Drill and tap a hole half way along and centered on one 4 inch side and do the same on one 5 inch side to accommodate a short rod with a 1/4-20 bolt as shown in Figure 11e. Use a 3/16 inch drill bit and drill the hole 1 inch deep. You need this larger bolt size, instead of the 8-32 bolt size, to give better stability for the larger sized mirror and mount. Why two holes for the short rod? If you're setting up your plate holder with the 5 inch side of the holder orientated vertically for recording a vertically orientated figurine, for example, you will want to orientate the 5 inch side of the mirror vertically to get adequate light coverage of the plate. The two tapped holes let you reposition the short rod, and therefore the orientation of the mirror, to accommodate the orientation of your plate holder.

Spray paint the acrylic plastic mount with enamel flat black paint and allow to dry thoroughly. Attach the short rod to the mount tightly. Next, epoxy the mirror to the Plexiglas surface making sure the reflective first surface of the mirror is facing away from the mount as shown in Figures 11b & 11c. The mirror, mount, and short rod are then attached to a table mount using a connector.

Caution: When you epoxy the mirror to the mount, make sure the edge of the one 4 inch side of the mirror is a bit inside the 4 inch edge of the mount where the tapped hole is. The same should be done with the 5 inch side of the mirror on the 5 inch edge of the mount where its tapped hole is. See Figure 11f above. This means that the other two sides of the mirror will be extended further out over the other two sides of the mount, which is fine. The reason for this is that you may not be able to get your holes drilled exactly centered on the 1/2 inch thickness of the Plexiglas mount which means that when you screw in the short rod in either hole, the edge end of the short rod might stick out above the mounting surface of the mount and not be flush on both sides of the mount even though the diameter of the rod and the thickness of the mount are the same. If the mirror edge stuck out over these mount edges, you would not be able to screw the short rod tightly against the edge of the mount, which is critical for stability.
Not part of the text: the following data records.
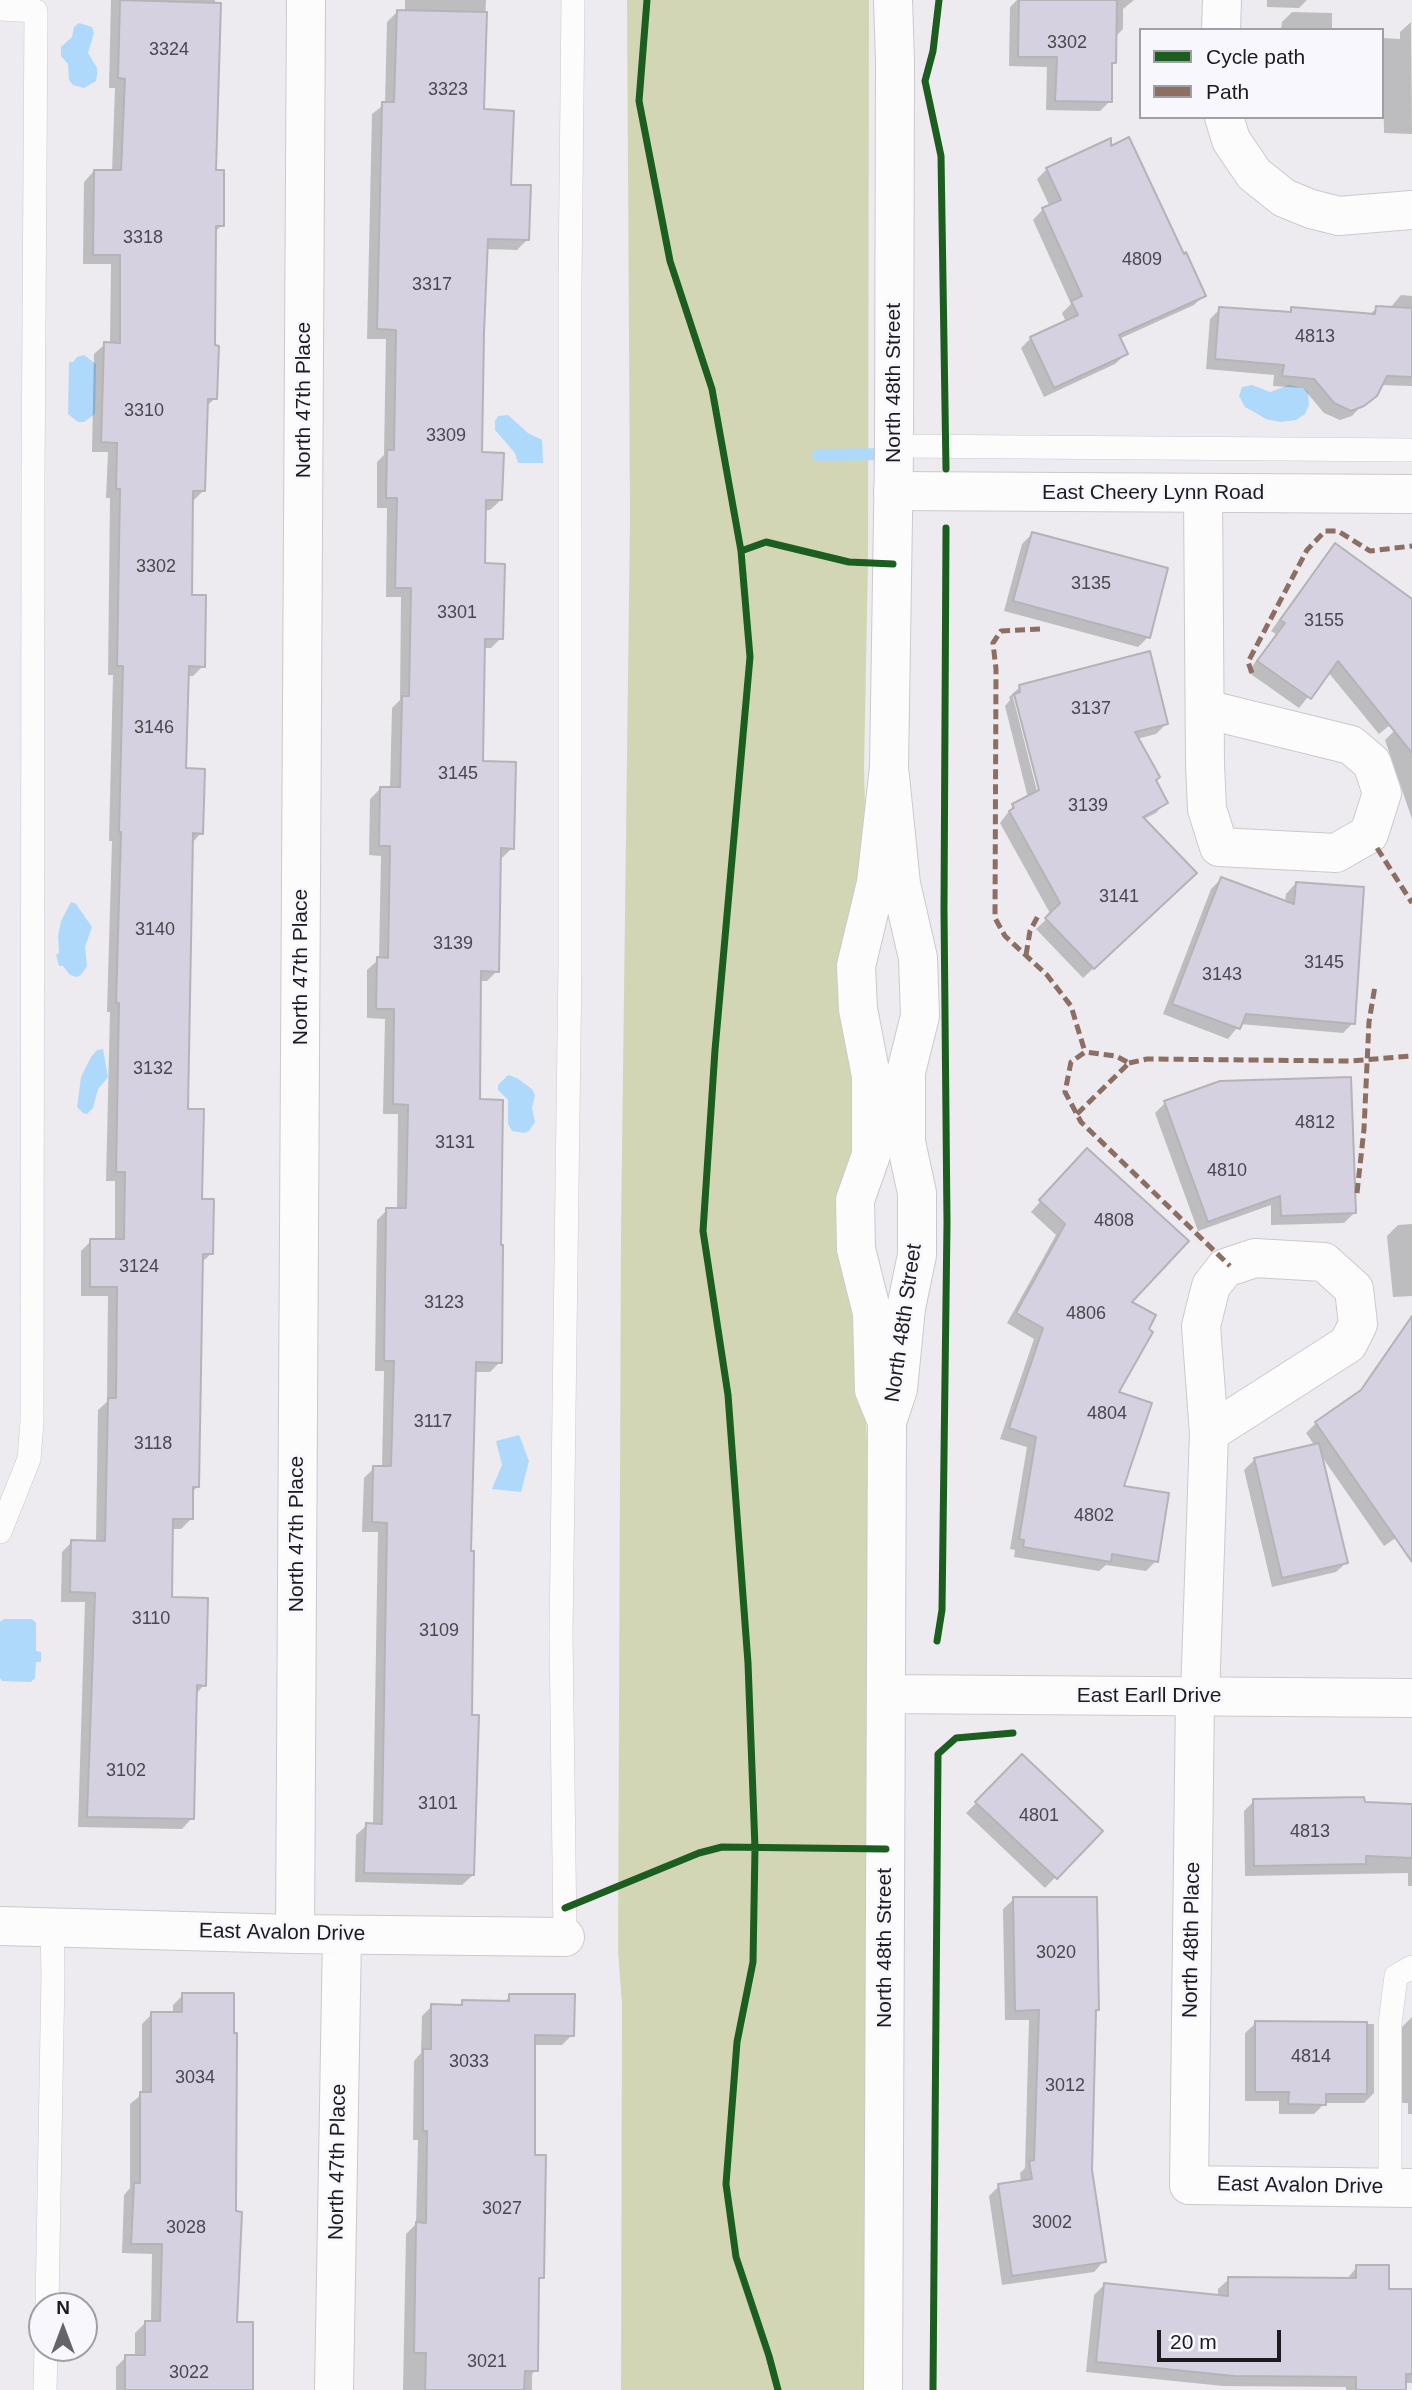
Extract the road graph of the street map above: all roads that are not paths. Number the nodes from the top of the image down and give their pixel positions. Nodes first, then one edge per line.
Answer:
1 (306, 0) edge
2 (573, 0) edge
3 (893, 0) edge
4 (1222, 0) edge
5 (0, 9) edge
6 (1221, 28) edge
7 (1225, 119) edge
8 (1412, 210) edge
9 (894, 446) junction
10 (1412, 450) edge
11 (893, 491) junction
12 (1203, 493) junction
13 (1412, 495) edge
14 (1205, 709) junction
15 (889, 766) junction
16 (887, 1422) junction
17 (1209, 1433) junction
18 (0, 1532) edge
19 (886, 1694) junction
20 (1198, 1696) junction
21 (1412, 1698) edge
22 (0, 1926) edge
23 (52, 1928) junction
24 (295, 1934) junction
25 (342, 1935) junction
26 (565, 1937) joint
27 (1412, 1967) edge
28 (1189, 2185) joint
29 (1401, 2188) edge
30 (47, 2292) edge
31 (46, 2362) edge
32 (45, 2390) edge
33 (334, 2390) edge
34 (883, 2390) edge

1 - 24 street, North 47th Place
2 - 26 lane
3 - 9 street, North 48th Street
4 - 6 street
5 - 18 lane
7 - 8 street
9 - 10 lane
9 - 11 street, North 48th Street
11 - 12 street, East Cheery Lynn Road
11 - 15 street, North 48th Street
12 - 13 street, East Cheery Lynn Road
12 - 14 street
14 - 14 street
15 - 16 street, North 48th Street
15 - 16 street, North 48th Street
16 - 19 street, North 48th Street
17 - 17 street, North 48th Place
17 - 20 street, North 48th Place
19 - 20 street, East Earll Drive
19 - 34 street, North 48th Street
20 - 21 street, East Earll Drive
20 - 28 street, North 48th Place
22 - 23 street, East Avalon Drive
23 - 24 street, East Avalon Drive
23 - 30 lane
24 - 25 street, East Avalon Drive
25 - 26 street, East Avalon Drive
25 - 33 street, North 47th Place
27 - 29 lane
28 - 29 street, East Avalon Drive
31 - 32 lane

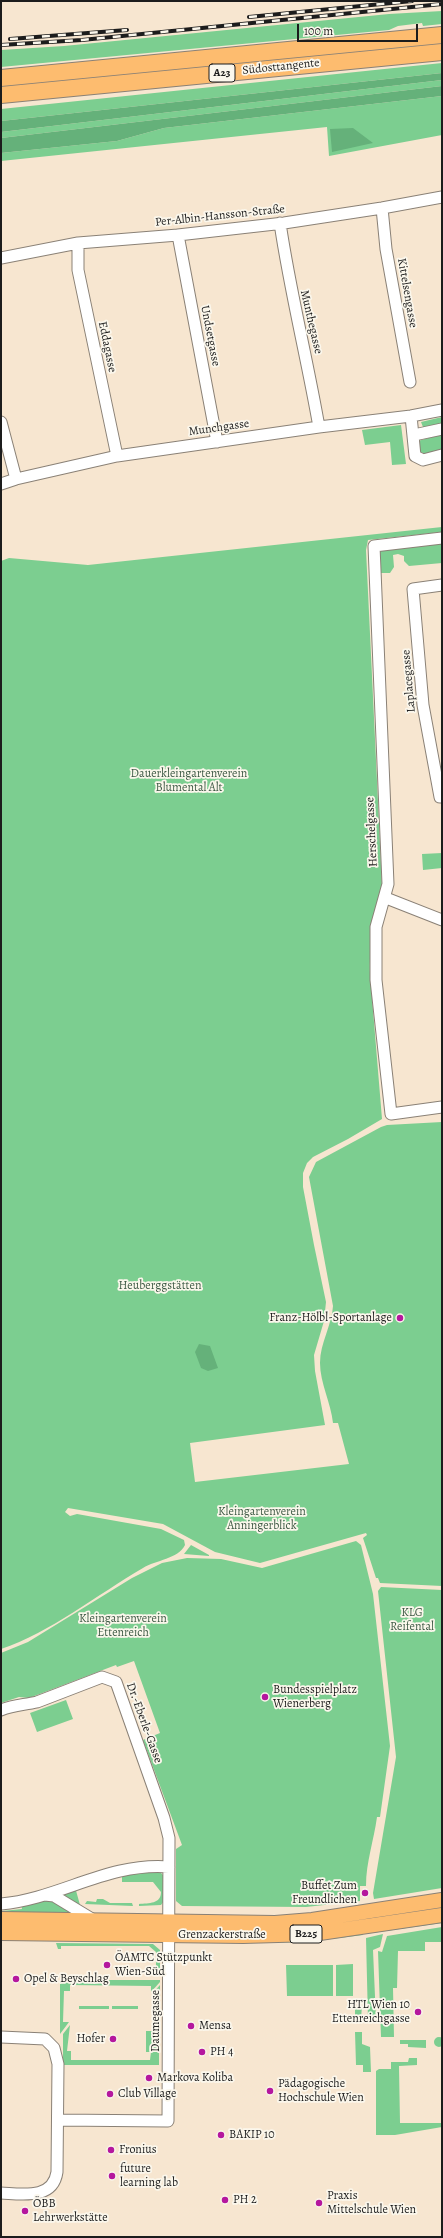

If down the road you plan to make 8 inch x 10 inch holograms or larger, the optic mounts for 8 inch x 10 inch x 1/2 inch thick mirrors and larger require their own special design. If you contact me, I'll be happy to send the designs for these types of optic mounts.


The laser needs two table mounts as shown in Figure 12. The table mount poles are connected together with a 1/2 inch diameter solid aluminum pole running between them and connected to each table mount pole. The length of the connecting pole will be determined by the width of your laser. The laser sits between the two mounts. At the center of the connecting pole is another connector that has a short rod with a 1/4-20 bolt. This short rod with the bolt screws into a 1/4-20 hole in the bottom of the laser housing. Most small He-Ne lasers are supplied with this 1/4-20 hole. Using this mounting technique allows you to easily adjust the height of the laser on the optical table and allows you to tilt the front of the laser up and down.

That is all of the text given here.